All birds in the family Trogonidae appear to be very responsive to recordings of their calls, which could indicate that their vocalizations are a territorial behaviour.

=== Diet ===
The golden-headed quetzal's diet consists mainly of fruit, though it has also been known to eat insects. Remsen et al. (1993) found that the stomach contents of P. auriceps were "fruit only" 87.5% of the time and "arthropods and fruit" 12.5% of the time. The quetzal's fruit-heavy diet makes it a very important species for the dispersal of the fruits' seeds.

It is also thought that, like other quetzals, the golden-headed quetzal feeds on small vertebrates such as frogs and lizards. However, this has been brought into question by Lohnes and Greeney (2008) who found the diet of P. auriceps was much less varied since they never observed it feeding on any animal matter other than insects while observing the species for 22 days. Their observations also confirmed that the formerly accepted idea that quetzals did not feed their hatchlings fruit until ten days after hatching was untrue.

=== Reproduction ===
Golden-headed quetzals are usually solitary birds but, during breeding, they are seasonally monogamous. The male attracts the female by establishing a territory and advertising it by singing.

Once a pair is formed they must find a suitable location for their nest and share the work of excavating it. All trogons are cavity-nesters; golden-headed quetzals specifically excavate decaying tree trunks with their beaks or modify existing hollow spots in old trees. Quetzals form shallow, more open, unlined cavities from which part of the bird (head or tail) is usually visible. It can be difficult for the quetzal to find an appropriate site for their nest since the dead tree must be soft enough for them to carve but not too rotten as to be unable to support their nest. For this reason quetzals investigate multiple trees before finding a suitable site.

The copulatory behaviour of quetzals is not well known since they appear to be discreet in their mating. The golden-headed quetzal has been observed breeding once a year between the months of February and June. The female lays 1-2 pale blue eggs and then incubates them the majority of the time (18–19 days of incubation) except for one long daily incubation period undertaken by the male.

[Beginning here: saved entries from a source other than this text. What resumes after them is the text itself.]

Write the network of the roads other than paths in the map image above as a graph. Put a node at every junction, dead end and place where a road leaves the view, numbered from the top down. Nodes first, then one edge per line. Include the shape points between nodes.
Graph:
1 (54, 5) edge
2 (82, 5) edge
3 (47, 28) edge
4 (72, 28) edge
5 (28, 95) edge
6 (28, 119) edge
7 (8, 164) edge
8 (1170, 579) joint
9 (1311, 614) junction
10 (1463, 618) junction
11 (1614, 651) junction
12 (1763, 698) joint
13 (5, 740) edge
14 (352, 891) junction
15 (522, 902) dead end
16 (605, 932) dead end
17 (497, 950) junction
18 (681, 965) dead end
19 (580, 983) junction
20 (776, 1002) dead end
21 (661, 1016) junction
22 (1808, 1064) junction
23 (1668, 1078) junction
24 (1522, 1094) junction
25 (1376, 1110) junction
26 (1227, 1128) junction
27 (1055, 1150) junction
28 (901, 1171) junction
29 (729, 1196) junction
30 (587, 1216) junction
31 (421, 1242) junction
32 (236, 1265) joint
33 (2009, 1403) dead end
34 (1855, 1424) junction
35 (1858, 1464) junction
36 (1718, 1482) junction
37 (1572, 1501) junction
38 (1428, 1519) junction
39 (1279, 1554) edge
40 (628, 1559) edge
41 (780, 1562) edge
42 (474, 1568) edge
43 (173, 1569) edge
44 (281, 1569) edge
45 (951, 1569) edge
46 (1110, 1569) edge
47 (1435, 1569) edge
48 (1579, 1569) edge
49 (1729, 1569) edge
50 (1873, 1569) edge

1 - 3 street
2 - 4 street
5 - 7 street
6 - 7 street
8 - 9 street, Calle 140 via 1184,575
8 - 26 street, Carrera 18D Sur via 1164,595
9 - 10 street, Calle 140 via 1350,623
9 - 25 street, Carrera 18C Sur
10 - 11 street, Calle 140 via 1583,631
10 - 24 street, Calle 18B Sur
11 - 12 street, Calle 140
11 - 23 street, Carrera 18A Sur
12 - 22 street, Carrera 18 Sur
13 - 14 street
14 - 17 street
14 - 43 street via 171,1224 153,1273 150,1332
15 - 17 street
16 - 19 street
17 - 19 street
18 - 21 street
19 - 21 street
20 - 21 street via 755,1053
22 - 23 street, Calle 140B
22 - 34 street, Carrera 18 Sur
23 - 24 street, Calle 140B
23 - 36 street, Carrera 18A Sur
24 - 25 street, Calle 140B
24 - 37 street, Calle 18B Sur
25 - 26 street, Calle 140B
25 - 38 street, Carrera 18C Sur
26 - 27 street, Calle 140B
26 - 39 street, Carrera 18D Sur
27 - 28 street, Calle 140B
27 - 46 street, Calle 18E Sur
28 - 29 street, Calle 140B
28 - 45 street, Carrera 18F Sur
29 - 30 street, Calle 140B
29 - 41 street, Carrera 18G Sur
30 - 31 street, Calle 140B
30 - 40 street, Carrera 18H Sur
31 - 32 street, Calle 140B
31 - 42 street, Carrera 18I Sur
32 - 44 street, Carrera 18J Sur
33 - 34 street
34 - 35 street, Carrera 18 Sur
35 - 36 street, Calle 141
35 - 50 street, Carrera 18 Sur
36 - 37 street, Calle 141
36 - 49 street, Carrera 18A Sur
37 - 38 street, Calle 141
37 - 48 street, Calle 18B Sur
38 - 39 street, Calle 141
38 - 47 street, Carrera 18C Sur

Golden-headed quetzals remain in the nest for 25–30 days before fledging. They are born blind and naked, like all trogons, and it is at about 3 days before fledging that the nestling develops its final juvenile plumage appearing mostly brown and black but with visible green plumage, particularly on the nape, upper back, and throat.

Brooding duties are shared equally between the male and female golden-headed quetzal. The first 8–14 days after hatching, adults are present in the nest and brooding 60-90% of each day, after which brooding drops rapidly. There appears to be no clear pattern to when the female or male broods, however, it was observed that the male consistently broods for longer near the start of the brooding period, while the female broods more near the end of that period. It is also believed that it is exclusively the female quetzal that broods at night. Feeding duties are also shared equally between the sexes, with the non-brooding adult arriving with food before changing places with the brooding adult. When changing places, the adults seem to observe a ritual, with the incoming adult perching above the nest and emitting a whinnying call to signal the brooding adult to depart the nest. While brooding, the adults enter the nest to feed the nestling; when brooding ends, the adults initially continue to enter the nest but spend less time inside before leaving; at 8 days before fledging they simply lean in to feed the chick before departing; finally at 4–6 days before fledging the chick is able to perch on the lip of the nest and is fed from there before the adult departs. The food the adults bring to the nestling is usually insects, but also fruit. On the day of fledging the chick perches at the front of the nest and flies away, remaining near the nest for some time before leaving the area. Unlike other trogons, but like other quetzals, the golden-headed quetzal seems to maintain a clean nest by either removing or more often swallowing all droppings.

== Status and conservation ==
The golden-headed quetzal is fairly common in its range and is considered a species of least concern.